* [Work required]: All of the records below need to be copied exactly.

[Start of Attachment]

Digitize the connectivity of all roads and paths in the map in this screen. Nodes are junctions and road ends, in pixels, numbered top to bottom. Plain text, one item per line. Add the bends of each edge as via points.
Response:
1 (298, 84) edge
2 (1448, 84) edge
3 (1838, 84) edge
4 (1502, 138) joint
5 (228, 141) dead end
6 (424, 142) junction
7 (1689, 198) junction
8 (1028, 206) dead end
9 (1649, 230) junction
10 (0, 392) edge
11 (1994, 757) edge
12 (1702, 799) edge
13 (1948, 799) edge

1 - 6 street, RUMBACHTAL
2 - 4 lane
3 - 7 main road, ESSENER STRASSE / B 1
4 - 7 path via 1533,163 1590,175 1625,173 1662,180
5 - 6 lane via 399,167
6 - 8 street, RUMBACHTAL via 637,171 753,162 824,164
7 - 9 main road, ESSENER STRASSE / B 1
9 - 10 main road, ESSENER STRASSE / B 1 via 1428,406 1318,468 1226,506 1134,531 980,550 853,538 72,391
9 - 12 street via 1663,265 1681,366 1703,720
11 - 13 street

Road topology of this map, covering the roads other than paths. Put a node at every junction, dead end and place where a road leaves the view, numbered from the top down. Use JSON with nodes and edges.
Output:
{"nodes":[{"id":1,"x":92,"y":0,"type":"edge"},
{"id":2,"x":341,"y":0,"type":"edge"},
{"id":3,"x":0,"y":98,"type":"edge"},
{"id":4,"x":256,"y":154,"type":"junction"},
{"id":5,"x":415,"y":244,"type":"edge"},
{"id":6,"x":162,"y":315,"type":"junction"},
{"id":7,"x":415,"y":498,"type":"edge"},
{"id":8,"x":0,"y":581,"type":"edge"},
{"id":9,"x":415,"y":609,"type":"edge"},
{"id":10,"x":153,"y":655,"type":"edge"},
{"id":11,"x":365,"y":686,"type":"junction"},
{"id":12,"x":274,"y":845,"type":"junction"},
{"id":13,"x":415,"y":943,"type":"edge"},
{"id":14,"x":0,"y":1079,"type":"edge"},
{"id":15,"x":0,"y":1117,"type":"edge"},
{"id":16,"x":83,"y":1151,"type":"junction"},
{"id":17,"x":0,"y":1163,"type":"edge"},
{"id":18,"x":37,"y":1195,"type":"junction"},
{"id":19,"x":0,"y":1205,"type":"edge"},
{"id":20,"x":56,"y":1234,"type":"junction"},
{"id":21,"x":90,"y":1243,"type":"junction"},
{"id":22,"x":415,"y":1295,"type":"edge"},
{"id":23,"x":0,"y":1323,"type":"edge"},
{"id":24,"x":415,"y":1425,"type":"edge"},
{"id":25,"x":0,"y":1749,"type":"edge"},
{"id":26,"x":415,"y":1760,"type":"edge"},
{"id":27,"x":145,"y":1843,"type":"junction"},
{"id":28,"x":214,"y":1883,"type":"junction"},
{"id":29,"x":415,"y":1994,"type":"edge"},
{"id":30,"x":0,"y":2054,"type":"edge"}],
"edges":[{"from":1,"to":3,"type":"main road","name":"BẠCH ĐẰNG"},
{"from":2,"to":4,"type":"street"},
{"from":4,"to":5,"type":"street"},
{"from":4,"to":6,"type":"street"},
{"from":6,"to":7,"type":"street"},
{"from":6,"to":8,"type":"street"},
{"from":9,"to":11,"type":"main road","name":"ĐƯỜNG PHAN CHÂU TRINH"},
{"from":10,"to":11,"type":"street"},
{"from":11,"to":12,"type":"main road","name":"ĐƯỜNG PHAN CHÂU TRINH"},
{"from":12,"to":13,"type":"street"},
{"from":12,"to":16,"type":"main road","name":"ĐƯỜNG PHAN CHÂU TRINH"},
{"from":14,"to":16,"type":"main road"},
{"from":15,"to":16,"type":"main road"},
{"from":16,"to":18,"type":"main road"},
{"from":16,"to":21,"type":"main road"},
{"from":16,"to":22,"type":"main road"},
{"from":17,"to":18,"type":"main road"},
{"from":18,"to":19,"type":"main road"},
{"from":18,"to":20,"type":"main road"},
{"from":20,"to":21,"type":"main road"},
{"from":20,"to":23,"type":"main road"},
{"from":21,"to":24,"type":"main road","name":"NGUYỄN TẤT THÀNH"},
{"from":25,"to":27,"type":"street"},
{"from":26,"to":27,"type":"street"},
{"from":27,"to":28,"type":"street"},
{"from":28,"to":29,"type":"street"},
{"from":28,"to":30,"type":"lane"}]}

[End of Attachment]

* [Result]:
Digitize the connectivity of all roads and paths in the map in this screen. Nodes are junctions and road ends, in pixels, numbered top to bottom. Plain text, one item per line. Add the bends of each edge as via points.
Response:
1 (298, 84) edge
2 (1448, 84) edge
3 (1838, 84) edge
4 (1502, 138) joint
5 (228, 141) dead end
6 (424, 142) junction
7 (1689, 198) junction
8 (1028, 206) dead end
9 (1649, 230) junction
10 (0, 392) edge
11 (1994, 757) edge
12 (1702, 799) edge
13 (1948, 799) edge

1 - 6 street, RUMBACHTAL
2 - 4 lane
3 - 7 main road, ESSENER STRASSE / B 1
4 - 7 path via 1533,163 1590,175 1625,173 1662,180
5 - 6 lane via 399,167
6 - 8 street, RUMBACHTAL via 637,171 753,162 824,164
7 - 9 main road, ESSENER STRASSE / B 1
9 - 10 main road, ESSENER STRASSE / B 1 via 1428,406 1318,468 1226,506 1134,531 980,550 853,538 72,391
9 - 12 street via 1663,265 1681,366 1703,720
11 - 13 street

Road topology of this map, covering the roads other than paths. Put a node at every junction, dead end and place where a road leaves the view, numbered from the top down. Use JSON with nodes and edges.
Output:
{"nodes":[{"id":1,"x":92,"y":0,"type":"edge"},
{"id":2,"x":341,"y":0,"type":"edge"},
{"id":3,"x":0,"y":98,"type":"edge"},
{"id":4,"x":256,"y":154,"type":"junction"},
{"id":5,"x":415,"y":244,"type":"edge"},
{"id":6,"x":162,"y":315,"type":"junction"},
{"id":7,"x":415,"y":498,"type":"edge"},
{"id":8,"x":0,"y":581,"type":"edge"},
{"id":9,"x":415,"y":609,"type":"edge"},
{"id":10,"x":153,"y":655,"type":"edge"},
{"id":11,"x":365,"y":686,"type":"junction"},
{"id":12,"x":274,"y":845,"type":"junction"},
{"id":13,"x":415,"y":943,"type":"edge"},
{"id":14,"x":0,"y":1079,"type":"edge"},
{"id":15,"x":0,"y":1117,"type":"edge"},
{"id":16,"x":83,"y":1151,"type":"junction"},
{"id":17,"x":0,"y":1163,"type":"edge"},
{"id":18,"x":37,"y":1195,"type":"junction"},
{"id":19,"x":0,"y":1205,"type":"edge"},
{"id":20,"x":56,"y":1234,"type":"junction"},
{"id":21,"x":90,"y":1243,"type":"junction"},
{"id":22,"x":415,"y":1295,"type":"edge"},
{"id":23,"x":0,"y":1323,"type":"edge"},
{"id":24,"x":415,"y":1425,"type":"edge"},
{"id":25,"x":0,"y":1749,"type":"edge"},
{"id":26,"x":415,"y":1760,"type":"edge"},
{"id":27,"x":145,"y":1843,"type":"junction"},
{"id":28,"x":214,"y":1883,"type":"junction"},
{"id":29,"x":415,"y":1994,"type":"edge"},
{"id":30,"x":0,"y":2054,"type":"edge"}],
"edges":[{"from":1,"to":3,"type":"main road","name":"BẠCH ĐẰNG"},
{"from":2,"to":4,"type":"street"},
{"from":4,"to":5,"type":"street"},
{"from":4,"to":6,"type":"street"},
{"from":6,"to":7,"type":"street"},
{"from":6,"to":8,"type":"street"},
{"from":9,"to":11,"type":"main road","name":"ĐƯỜNG PHAN CHÂU TRINH"},
{"from":10,"to":11,"type":"street"},
{"from":11,"to":12,"type":"main road","name":"ĐƯỜNG PHAN CHÂU TRINH"},
{"from":12,"to":13,"type":"street"},
{"from":12,"to":16,"type":"main road","name":"ĐƯỜNG PHAN CHÂU TRINH"},
{"from":14,"to":16,"type":"main road"},
{"from":15,"to":16,"type":"main road"},
{"from":16,"to":18,"type":"main road"},
{"from":16,"to":21,"type":"main road"},
{"from":16,"to":22,"type":"main road"},
{"from":17,"to":18,"type":"main road"},
{"from":18,"to":19,"type":"main road"},
{"from":18,"to":20,"type":"main road"},
{"from":20,"to":21,"type":"main road"},
{"from":20,"to":23,"type":"main road"},
{"from":21,"to":24,"type":"main road","name":"NGUYỄN TẤT THÀNH"},
{"from":25,"to":27,"type":"street"},
{"from":26,"to":27,"type":"street"},
{"from":27,"to":28,"type":"street"},
{"from":28,"to":29,"type":"street"},
{"from":28,"to":30,"type":"lane"}]}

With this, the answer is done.